### [AIM OF THE EXERCISE]
Every record below needs to be set down exactly. Pictures do not belong in the copy.

Records from a data collection
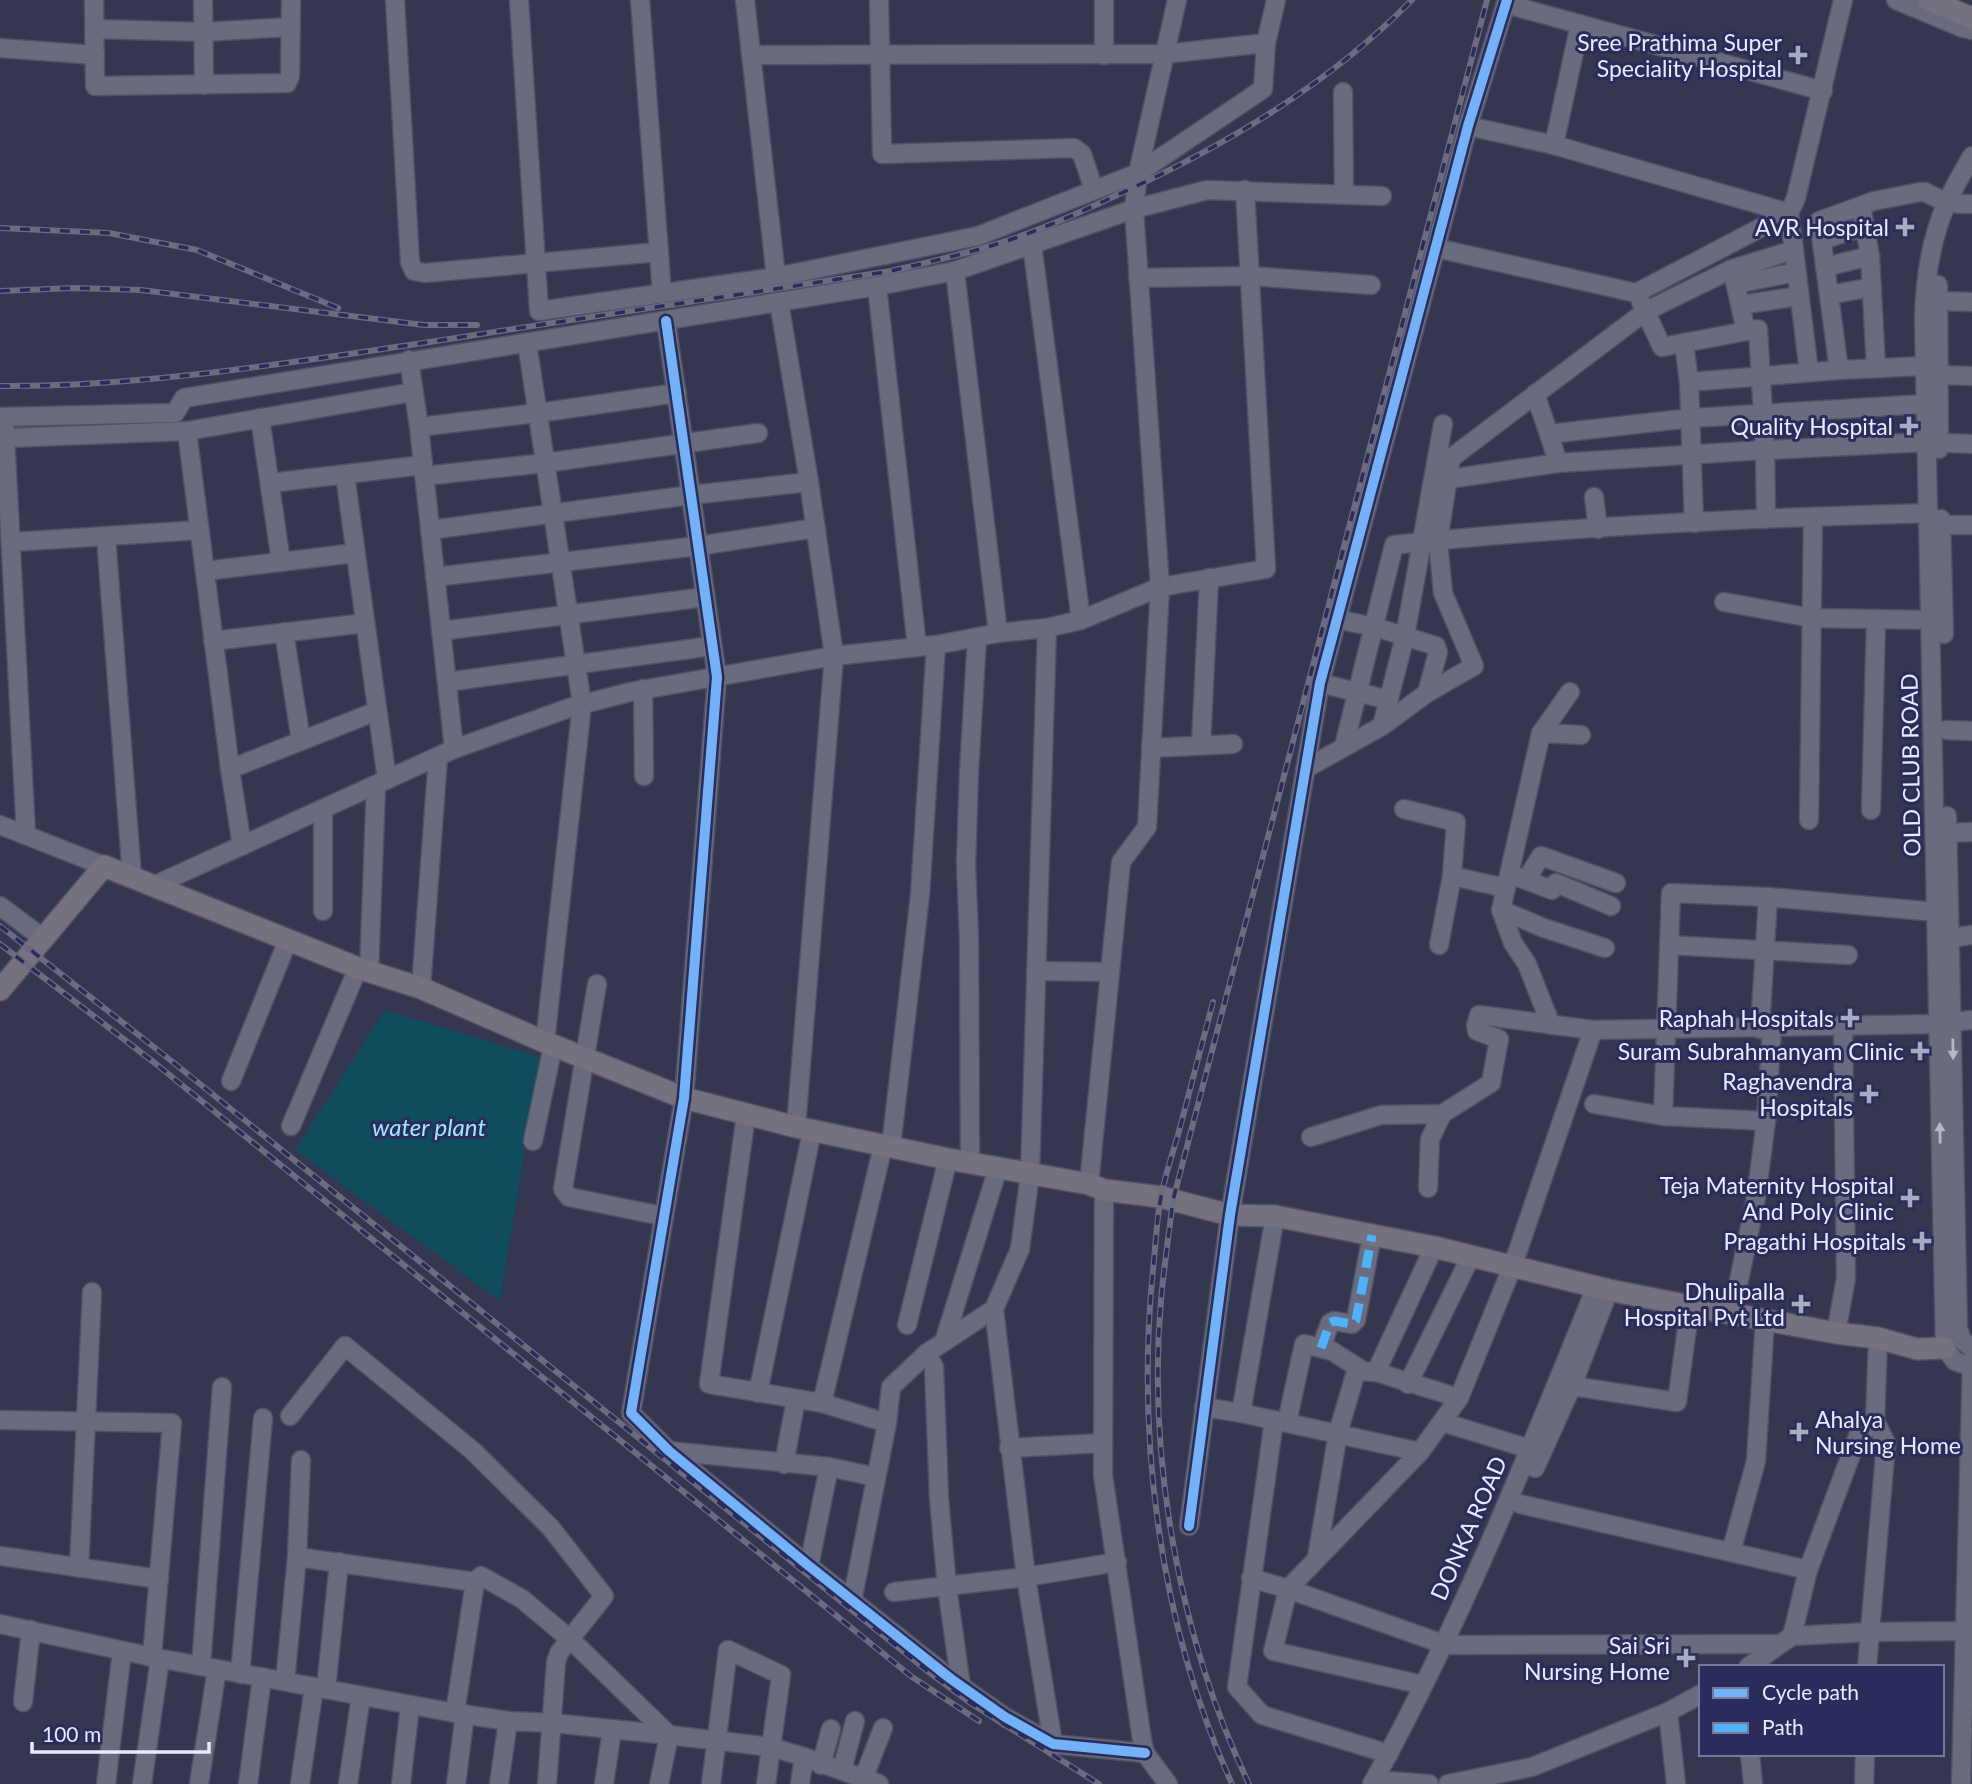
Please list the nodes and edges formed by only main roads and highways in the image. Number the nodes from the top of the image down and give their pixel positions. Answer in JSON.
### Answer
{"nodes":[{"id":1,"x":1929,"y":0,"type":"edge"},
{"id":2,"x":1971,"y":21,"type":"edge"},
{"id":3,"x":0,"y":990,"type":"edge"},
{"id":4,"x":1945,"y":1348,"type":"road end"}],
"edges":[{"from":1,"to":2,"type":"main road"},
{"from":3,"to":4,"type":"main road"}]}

### [RESPONSE BOX]
Please list the nodes and edges formed by only main roads and highways in the image. Number the nodes from the top of the image down and give their pixel positions. Answer in JSON.
### Answer
{"nodes":[{"id":1,"x":1929,"y":0,"type":"edge"},
{"id":2,"x":1971,"y":21,"type":"edge"},
{"id":3,"x":0,"y":990,"type":"edge"},
{"id":4,"x":1945,"y":1348,"type":"road end"}],
"edges":[{"from":1,"to":2,"type":"main road"},
{"from":3,"to":4,"type":"main road"}]}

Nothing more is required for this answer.